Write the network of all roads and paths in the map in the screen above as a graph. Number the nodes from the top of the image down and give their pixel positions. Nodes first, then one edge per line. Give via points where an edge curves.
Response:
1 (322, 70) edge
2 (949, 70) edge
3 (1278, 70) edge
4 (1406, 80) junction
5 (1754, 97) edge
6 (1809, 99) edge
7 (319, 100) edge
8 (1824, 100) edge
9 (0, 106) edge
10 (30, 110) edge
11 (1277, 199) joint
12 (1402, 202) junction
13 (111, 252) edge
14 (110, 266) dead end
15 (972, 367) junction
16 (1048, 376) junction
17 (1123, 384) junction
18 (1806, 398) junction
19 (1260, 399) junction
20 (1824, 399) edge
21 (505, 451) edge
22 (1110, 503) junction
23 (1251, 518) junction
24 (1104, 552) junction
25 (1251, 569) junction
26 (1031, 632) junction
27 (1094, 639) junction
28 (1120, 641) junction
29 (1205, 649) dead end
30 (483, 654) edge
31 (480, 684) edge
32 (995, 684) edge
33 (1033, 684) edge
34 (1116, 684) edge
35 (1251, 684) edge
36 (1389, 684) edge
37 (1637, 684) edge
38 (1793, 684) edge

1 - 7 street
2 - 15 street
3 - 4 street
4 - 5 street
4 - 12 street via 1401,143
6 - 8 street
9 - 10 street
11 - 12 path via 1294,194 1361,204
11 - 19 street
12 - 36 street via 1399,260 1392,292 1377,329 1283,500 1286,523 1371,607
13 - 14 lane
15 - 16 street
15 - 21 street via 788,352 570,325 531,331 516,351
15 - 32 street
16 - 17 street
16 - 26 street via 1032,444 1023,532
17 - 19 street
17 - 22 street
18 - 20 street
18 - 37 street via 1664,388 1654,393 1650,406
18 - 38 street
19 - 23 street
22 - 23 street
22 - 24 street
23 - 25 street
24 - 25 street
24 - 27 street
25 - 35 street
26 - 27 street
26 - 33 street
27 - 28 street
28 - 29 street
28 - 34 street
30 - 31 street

......

#### EXERCISE PROMPT
Once you have counted the lines above that contain "dead", give that number alone.

#### COMPLETED TASK
2